== Segment start ==

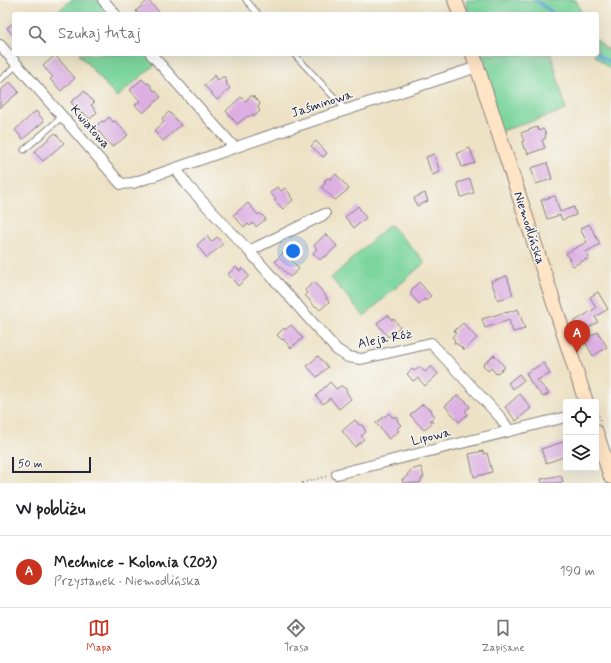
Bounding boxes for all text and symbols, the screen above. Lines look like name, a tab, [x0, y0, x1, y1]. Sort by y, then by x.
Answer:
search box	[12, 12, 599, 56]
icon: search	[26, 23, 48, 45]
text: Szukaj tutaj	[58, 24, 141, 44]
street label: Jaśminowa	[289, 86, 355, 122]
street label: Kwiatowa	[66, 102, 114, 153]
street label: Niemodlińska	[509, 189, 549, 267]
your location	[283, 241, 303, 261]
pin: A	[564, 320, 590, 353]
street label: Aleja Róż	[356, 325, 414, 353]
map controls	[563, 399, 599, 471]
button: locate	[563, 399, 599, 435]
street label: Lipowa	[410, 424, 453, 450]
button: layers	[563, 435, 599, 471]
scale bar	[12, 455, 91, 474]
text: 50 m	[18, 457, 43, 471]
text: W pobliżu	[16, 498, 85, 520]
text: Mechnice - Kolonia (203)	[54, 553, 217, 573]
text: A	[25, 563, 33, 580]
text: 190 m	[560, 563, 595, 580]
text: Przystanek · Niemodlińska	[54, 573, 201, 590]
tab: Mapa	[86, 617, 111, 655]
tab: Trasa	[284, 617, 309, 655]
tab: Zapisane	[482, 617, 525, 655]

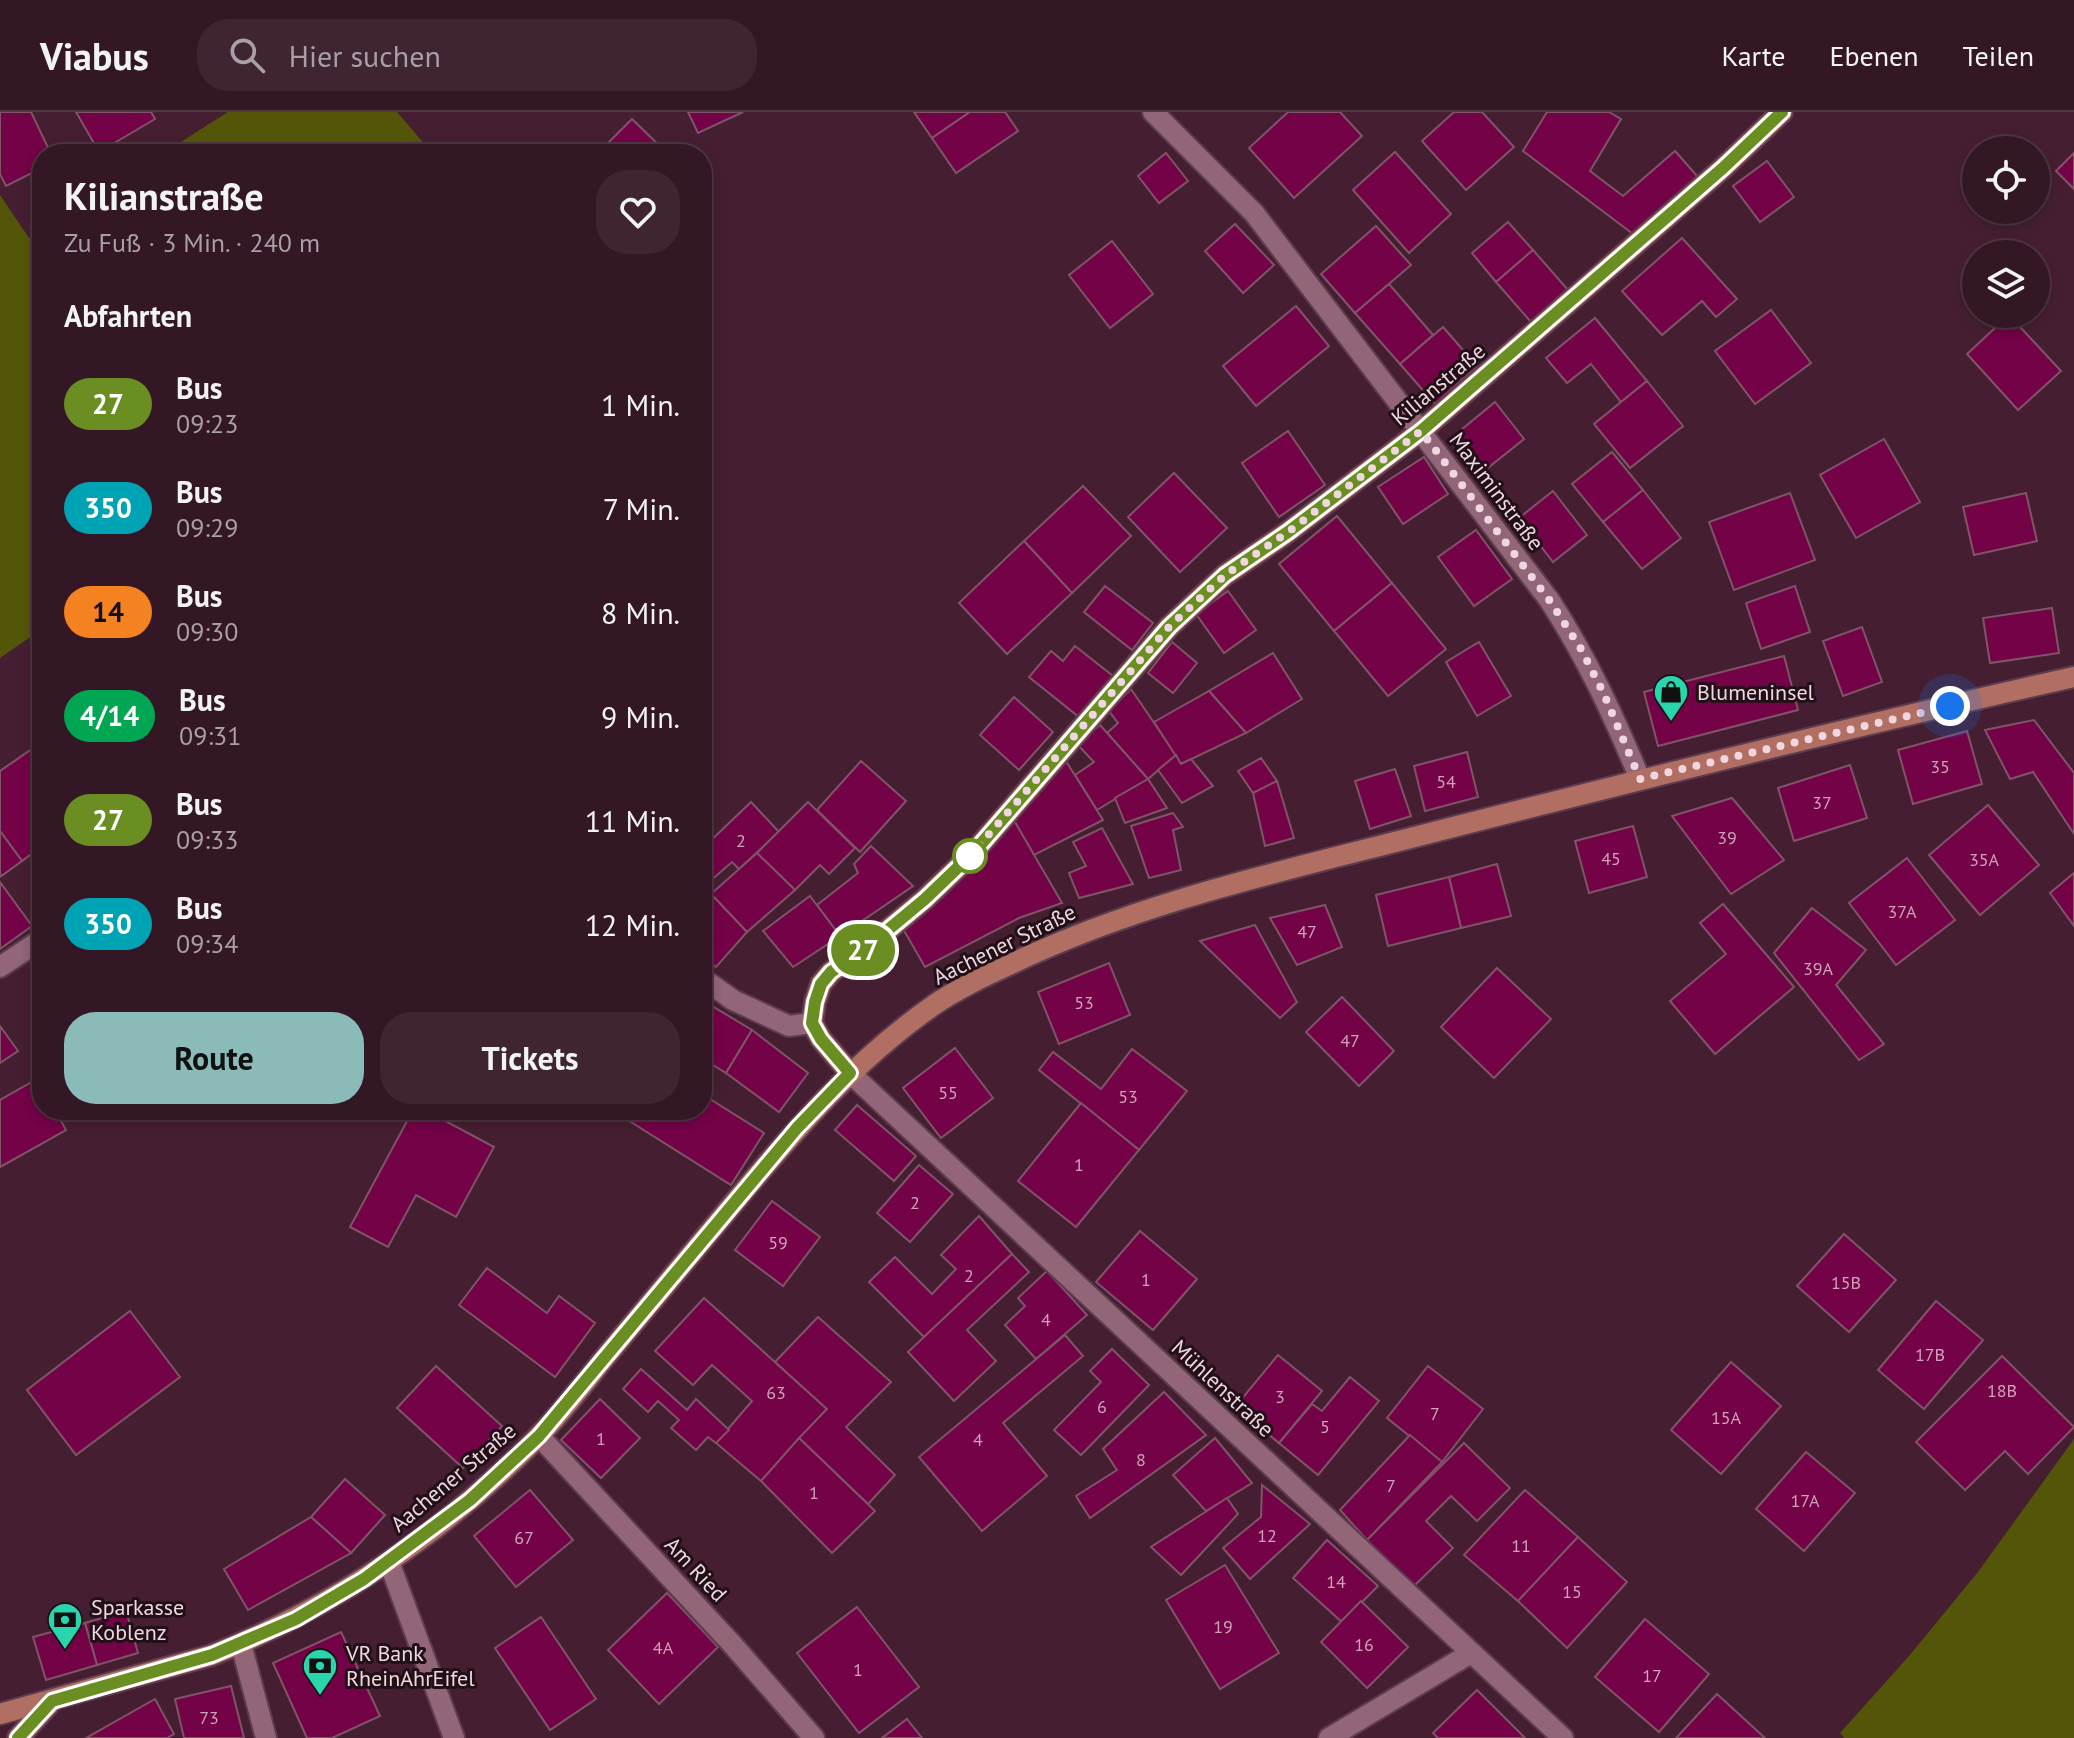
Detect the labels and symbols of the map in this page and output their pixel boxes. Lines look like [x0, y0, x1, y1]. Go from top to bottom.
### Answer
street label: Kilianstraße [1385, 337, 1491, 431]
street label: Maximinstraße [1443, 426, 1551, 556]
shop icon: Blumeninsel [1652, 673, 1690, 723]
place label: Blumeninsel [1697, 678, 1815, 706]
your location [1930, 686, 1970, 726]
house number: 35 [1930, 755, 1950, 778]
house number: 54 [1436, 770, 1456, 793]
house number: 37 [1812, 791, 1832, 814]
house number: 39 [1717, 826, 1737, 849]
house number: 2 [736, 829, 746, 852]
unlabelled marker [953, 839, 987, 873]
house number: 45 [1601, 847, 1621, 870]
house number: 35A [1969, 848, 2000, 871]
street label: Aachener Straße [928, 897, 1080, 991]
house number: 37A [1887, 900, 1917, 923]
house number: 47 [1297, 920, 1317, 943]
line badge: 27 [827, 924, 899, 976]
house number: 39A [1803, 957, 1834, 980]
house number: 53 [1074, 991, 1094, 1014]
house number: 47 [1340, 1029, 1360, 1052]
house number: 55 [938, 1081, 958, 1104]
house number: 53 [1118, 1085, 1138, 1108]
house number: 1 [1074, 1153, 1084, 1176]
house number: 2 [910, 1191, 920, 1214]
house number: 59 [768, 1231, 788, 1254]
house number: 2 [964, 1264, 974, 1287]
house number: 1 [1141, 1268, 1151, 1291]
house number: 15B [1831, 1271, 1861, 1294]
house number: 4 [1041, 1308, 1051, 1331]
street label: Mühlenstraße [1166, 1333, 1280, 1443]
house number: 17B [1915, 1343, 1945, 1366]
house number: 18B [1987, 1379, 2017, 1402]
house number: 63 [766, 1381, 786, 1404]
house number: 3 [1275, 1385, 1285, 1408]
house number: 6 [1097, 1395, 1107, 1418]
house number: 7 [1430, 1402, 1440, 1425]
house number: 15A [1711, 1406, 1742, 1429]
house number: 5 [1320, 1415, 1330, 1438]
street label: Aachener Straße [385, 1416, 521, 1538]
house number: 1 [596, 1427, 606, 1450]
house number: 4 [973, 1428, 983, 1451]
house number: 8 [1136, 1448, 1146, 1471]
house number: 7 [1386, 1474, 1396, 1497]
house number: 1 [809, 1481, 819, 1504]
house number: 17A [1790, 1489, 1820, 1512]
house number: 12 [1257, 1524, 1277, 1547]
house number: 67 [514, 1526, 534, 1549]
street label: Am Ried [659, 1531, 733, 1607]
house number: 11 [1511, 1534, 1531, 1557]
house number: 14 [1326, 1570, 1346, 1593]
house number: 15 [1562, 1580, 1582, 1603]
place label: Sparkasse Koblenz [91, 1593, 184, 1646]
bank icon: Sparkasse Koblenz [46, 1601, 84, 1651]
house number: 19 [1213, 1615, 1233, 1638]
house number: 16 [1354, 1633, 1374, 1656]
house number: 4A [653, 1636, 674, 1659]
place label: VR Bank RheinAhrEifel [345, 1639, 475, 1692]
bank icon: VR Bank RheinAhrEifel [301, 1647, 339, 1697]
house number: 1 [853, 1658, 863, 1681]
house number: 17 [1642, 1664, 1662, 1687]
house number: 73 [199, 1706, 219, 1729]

== Segment end ==
== Segment start ==

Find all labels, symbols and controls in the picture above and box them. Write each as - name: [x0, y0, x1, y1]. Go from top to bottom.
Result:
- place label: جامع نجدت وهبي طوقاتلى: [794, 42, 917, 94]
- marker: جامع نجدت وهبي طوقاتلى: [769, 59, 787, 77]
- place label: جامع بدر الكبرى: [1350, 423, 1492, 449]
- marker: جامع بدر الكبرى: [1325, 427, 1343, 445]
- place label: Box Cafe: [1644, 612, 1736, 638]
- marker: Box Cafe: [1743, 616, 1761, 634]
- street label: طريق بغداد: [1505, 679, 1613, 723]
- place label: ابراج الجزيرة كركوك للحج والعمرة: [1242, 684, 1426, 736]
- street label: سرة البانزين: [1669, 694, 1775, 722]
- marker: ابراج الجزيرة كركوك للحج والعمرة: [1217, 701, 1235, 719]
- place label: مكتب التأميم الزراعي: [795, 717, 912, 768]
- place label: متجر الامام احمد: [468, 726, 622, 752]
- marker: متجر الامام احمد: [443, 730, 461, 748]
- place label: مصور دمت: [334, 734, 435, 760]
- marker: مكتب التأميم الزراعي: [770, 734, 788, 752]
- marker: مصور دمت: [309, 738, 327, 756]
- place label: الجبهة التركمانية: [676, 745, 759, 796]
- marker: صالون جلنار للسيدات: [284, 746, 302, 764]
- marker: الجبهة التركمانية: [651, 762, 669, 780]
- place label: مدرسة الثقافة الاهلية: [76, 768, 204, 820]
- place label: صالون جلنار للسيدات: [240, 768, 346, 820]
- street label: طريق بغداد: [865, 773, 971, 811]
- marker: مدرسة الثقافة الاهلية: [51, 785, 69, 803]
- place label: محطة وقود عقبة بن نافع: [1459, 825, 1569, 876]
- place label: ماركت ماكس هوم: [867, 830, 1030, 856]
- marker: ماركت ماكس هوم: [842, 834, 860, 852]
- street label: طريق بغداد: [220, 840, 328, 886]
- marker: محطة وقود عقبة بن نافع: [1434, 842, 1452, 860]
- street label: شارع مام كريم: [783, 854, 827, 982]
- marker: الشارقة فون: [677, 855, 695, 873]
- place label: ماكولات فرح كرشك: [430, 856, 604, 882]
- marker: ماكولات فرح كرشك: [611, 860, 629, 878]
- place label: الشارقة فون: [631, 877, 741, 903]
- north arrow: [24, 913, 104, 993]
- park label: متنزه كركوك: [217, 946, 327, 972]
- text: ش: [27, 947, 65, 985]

== Segment end ==
== Segment start ==

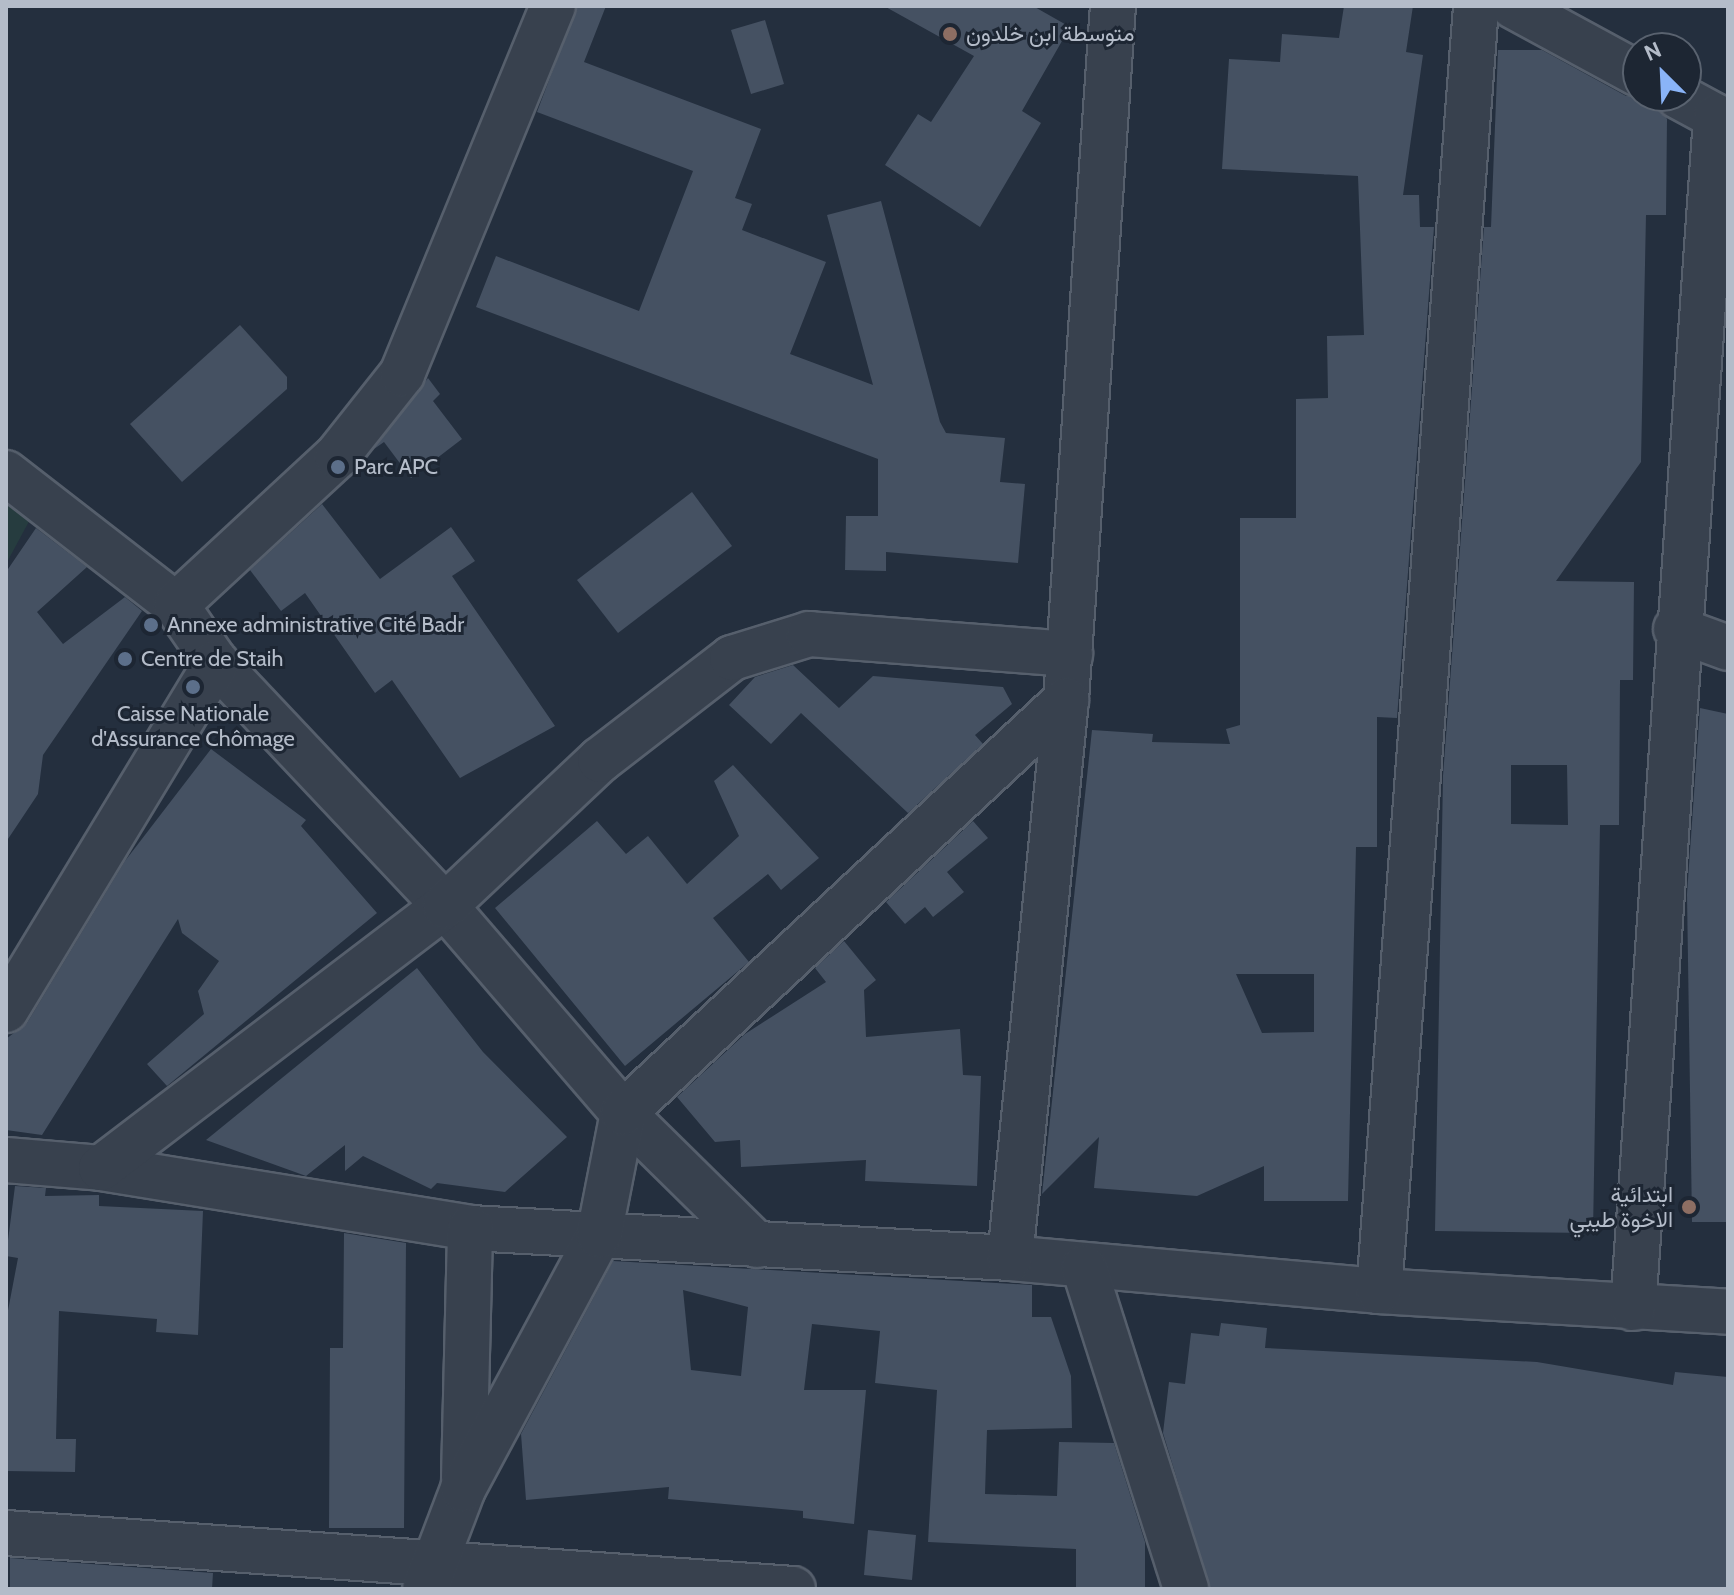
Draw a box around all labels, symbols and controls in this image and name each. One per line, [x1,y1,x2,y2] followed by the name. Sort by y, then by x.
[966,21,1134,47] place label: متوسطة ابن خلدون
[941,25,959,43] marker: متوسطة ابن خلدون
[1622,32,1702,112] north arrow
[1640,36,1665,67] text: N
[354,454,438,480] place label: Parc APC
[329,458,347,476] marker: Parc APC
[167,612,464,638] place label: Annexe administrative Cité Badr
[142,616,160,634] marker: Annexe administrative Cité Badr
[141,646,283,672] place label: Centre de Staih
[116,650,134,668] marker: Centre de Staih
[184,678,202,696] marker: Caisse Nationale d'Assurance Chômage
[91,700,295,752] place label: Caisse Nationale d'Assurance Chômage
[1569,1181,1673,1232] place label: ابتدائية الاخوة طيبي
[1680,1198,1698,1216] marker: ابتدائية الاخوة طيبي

== Segment end ==

_What you have to do_: Return each line of the entries that holds the string "above".

_Result_:
Bounding boxes for all text and symbols, the screen above. Lines look like name, a tab, [x0, y0, x1, y1]. Sort by y, then by x.
Find all labels, symbols and controls in the picture above and box them. Write each as - name: [x0, y0, x1, y1]. Go from top to bottom.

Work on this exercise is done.